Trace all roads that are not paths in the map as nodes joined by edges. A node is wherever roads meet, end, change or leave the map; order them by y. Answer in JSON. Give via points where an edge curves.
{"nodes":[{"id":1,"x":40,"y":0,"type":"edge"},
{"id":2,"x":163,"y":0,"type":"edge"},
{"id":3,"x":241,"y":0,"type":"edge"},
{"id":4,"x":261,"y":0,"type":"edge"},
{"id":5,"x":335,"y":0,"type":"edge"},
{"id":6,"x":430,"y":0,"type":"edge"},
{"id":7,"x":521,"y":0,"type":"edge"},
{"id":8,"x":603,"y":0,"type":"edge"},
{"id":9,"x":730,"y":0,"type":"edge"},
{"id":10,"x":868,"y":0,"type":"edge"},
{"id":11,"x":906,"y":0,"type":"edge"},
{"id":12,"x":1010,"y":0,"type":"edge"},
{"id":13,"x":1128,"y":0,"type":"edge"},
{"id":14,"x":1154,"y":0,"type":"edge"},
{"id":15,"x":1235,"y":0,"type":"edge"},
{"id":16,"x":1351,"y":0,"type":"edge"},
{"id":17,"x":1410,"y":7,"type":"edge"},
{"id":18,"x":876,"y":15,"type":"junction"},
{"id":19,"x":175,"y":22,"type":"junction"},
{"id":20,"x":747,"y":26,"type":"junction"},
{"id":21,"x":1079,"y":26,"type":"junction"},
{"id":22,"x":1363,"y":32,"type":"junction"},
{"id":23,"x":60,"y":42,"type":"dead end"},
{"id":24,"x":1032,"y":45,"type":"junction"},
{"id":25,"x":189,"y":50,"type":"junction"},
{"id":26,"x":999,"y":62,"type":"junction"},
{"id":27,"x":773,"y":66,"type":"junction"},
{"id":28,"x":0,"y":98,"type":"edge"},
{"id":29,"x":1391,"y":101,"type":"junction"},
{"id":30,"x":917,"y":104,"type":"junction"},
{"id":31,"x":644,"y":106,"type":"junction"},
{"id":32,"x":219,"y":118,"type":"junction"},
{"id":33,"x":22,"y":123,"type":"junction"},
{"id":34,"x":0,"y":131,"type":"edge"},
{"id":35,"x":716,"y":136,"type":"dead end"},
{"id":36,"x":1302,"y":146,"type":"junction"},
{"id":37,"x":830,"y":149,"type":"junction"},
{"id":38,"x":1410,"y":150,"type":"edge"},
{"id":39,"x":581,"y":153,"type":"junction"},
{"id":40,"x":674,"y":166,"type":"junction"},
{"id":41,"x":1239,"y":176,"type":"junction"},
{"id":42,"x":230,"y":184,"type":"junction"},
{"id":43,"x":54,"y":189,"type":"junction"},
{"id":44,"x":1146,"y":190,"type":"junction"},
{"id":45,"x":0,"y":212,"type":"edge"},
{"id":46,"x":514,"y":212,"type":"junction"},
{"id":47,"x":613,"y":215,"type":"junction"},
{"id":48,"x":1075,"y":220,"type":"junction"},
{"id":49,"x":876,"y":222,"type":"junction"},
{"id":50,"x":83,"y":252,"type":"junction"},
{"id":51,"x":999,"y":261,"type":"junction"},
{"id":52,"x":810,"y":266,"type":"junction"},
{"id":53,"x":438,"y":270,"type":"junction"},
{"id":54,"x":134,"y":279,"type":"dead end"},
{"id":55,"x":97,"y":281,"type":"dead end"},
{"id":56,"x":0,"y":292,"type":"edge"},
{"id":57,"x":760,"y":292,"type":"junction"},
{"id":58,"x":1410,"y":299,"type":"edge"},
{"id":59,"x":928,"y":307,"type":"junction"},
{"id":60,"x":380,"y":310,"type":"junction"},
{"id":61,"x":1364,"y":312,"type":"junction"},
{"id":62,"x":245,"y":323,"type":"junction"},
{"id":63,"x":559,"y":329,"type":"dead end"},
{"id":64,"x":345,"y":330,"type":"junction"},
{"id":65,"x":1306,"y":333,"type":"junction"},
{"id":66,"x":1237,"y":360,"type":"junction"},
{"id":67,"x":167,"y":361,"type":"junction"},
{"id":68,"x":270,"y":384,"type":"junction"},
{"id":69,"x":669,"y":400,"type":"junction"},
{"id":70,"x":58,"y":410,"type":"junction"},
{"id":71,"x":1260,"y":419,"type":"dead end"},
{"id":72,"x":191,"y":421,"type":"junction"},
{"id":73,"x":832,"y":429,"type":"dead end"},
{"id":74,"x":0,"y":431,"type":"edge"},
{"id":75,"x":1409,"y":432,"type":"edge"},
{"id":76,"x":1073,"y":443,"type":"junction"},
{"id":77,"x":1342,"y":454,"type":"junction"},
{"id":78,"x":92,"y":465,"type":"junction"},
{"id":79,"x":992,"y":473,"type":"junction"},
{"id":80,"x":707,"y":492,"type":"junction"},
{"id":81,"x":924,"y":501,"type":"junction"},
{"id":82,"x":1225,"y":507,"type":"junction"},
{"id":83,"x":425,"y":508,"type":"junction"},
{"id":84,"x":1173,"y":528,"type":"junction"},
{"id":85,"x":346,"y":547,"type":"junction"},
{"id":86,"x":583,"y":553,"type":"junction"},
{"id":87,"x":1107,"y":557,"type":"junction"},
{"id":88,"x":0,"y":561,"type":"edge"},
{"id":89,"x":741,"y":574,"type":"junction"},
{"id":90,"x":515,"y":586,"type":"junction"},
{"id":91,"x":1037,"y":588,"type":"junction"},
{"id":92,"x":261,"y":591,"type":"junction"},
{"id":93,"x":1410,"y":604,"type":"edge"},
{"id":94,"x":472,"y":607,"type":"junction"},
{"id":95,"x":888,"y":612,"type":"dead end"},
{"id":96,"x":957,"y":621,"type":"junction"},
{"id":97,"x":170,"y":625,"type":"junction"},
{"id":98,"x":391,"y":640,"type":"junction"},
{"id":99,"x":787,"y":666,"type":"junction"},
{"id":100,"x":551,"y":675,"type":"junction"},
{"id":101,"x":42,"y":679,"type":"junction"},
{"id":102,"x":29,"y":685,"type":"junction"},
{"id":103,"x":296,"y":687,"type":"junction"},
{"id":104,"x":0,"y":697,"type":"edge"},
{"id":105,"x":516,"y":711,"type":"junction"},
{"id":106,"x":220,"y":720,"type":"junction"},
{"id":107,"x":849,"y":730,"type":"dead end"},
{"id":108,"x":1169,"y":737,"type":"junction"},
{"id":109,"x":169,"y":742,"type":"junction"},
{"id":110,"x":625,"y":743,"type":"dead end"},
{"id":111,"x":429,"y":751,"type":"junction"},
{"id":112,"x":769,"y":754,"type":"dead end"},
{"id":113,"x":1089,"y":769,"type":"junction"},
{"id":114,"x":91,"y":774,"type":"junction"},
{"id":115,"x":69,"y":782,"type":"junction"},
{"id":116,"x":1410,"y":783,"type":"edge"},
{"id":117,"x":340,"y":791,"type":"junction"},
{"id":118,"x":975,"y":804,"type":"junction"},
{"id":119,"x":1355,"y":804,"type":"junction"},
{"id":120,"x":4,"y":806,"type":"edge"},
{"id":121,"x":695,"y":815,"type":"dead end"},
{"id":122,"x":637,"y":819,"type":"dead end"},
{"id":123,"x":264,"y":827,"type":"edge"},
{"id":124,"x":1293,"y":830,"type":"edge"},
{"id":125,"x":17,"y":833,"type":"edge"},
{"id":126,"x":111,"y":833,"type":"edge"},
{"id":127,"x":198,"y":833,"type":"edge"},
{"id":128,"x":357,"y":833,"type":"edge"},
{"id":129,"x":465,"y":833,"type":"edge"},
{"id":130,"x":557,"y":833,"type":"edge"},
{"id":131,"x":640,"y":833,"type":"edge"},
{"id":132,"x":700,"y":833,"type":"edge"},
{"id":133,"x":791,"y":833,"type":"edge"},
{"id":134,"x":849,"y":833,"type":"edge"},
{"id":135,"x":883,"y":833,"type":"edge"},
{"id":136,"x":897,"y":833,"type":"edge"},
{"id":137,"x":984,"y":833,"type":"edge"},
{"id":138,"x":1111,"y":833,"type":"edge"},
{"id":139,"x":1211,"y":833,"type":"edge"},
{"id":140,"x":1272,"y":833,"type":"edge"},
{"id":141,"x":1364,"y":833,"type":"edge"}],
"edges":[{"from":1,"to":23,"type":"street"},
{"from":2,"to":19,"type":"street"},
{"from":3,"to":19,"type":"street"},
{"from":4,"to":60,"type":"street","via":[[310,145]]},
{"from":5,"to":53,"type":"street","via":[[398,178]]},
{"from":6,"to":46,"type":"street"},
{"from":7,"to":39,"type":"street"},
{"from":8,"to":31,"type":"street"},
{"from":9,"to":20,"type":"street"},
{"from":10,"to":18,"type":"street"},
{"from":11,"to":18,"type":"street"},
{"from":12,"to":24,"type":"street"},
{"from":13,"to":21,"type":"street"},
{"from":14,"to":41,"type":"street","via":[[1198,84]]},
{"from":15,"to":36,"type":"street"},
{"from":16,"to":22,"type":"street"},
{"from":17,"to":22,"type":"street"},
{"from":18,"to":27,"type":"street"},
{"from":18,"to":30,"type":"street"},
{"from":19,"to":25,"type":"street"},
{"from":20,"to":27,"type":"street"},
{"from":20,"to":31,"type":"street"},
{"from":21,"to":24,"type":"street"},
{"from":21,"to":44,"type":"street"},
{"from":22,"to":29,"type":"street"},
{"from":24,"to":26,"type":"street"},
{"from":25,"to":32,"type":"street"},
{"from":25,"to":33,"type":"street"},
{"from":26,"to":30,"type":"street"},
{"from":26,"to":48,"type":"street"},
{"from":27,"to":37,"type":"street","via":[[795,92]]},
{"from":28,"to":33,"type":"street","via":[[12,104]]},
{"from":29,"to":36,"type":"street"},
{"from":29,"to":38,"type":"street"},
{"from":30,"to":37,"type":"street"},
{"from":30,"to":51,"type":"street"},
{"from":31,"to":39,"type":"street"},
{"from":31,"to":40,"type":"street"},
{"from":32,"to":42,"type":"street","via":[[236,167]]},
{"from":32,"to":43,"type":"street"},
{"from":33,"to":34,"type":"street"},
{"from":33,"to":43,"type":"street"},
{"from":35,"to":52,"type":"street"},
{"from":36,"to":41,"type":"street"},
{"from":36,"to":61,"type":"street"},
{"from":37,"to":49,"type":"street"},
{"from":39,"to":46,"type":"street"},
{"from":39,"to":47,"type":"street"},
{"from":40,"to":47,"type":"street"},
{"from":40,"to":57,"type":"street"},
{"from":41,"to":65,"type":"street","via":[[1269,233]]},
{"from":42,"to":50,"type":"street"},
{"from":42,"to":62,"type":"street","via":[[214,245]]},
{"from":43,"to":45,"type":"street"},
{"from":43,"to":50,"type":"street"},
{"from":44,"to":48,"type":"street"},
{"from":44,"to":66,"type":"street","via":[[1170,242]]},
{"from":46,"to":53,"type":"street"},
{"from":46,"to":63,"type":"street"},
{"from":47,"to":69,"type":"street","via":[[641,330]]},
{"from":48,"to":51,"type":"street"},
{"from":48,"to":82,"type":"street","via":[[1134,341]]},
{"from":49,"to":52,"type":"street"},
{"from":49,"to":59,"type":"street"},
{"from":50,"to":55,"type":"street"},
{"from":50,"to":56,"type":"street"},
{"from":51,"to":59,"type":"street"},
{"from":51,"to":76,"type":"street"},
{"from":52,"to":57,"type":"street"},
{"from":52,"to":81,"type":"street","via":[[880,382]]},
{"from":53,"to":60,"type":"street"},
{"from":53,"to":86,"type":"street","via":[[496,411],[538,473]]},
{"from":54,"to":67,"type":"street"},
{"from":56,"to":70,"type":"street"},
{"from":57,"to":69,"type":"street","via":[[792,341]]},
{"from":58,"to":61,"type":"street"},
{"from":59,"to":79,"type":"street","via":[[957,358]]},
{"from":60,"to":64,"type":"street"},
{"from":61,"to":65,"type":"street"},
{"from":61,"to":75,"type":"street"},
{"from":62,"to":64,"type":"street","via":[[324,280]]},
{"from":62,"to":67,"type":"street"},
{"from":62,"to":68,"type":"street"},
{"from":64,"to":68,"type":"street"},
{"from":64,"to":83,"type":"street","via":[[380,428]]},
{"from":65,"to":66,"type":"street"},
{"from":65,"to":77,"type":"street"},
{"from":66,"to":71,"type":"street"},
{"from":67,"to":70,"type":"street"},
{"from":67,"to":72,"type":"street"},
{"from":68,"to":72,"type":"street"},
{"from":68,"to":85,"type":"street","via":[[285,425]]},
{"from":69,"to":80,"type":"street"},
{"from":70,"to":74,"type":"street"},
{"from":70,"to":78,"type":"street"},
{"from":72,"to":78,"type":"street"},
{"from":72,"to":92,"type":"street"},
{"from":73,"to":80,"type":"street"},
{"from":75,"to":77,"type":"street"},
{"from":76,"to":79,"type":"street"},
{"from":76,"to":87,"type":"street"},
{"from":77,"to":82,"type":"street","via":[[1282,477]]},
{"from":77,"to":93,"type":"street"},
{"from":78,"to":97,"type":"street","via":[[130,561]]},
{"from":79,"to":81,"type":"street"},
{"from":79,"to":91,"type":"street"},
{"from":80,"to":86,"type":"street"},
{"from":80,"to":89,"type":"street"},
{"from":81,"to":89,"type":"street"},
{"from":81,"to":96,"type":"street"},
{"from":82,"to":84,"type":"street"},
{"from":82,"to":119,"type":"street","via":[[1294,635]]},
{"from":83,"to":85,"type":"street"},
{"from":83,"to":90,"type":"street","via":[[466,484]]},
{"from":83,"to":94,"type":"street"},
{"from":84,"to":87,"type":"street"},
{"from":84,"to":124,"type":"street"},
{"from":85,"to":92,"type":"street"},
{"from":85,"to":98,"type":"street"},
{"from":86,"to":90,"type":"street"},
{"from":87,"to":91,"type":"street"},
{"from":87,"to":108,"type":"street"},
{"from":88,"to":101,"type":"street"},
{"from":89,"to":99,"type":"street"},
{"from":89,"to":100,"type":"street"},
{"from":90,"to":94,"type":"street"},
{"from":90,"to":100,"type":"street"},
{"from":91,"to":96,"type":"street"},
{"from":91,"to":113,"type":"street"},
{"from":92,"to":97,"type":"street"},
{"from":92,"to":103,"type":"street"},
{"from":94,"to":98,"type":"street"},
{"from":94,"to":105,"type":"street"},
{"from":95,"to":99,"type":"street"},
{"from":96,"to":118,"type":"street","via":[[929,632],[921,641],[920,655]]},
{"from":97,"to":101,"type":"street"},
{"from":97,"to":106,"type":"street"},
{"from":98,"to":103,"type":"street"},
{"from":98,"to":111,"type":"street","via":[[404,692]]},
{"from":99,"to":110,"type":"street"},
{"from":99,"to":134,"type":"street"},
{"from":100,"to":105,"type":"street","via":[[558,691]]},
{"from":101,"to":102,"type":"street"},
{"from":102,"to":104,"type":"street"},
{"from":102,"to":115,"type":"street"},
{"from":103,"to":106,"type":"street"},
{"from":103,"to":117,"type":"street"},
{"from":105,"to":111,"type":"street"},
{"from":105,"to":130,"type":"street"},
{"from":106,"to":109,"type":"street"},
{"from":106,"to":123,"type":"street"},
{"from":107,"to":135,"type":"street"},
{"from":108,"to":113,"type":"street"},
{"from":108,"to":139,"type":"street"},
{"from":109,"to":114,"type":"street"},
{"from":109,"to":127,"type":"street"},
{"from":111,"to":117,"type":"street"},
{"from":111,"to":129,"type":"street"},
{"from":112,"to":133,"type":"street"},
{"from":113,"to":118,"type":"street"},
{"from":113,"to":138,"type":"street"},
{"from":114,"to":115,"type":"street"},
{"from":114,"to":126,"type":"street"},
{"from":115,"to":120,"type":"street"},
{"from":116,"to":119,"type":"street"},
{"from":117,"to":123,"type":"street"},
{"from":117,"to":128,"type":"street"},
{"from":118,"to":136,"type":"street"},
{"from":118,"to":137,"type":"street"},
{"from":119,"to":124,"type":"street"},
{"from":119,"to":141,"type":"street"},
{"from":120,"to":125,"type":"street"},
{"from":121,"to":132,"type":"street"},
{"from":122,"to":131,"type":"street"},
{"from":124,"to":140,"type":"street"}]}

☆ ☆ ☆ ☆ ☆ ☆ ☆

WORK TO COMPLETE
What are the lines above that hold the string "edges"? Copy them.

EXERCISE RESULT
Trace all roads that are not paths in the map as nodes joined by edges. A node is wherever roads meet, end, change or leave the map; order them by y. Answer in JSON. Give via points where an edge curves.
"edges":[{"from":1,"to":23,"type":"street"},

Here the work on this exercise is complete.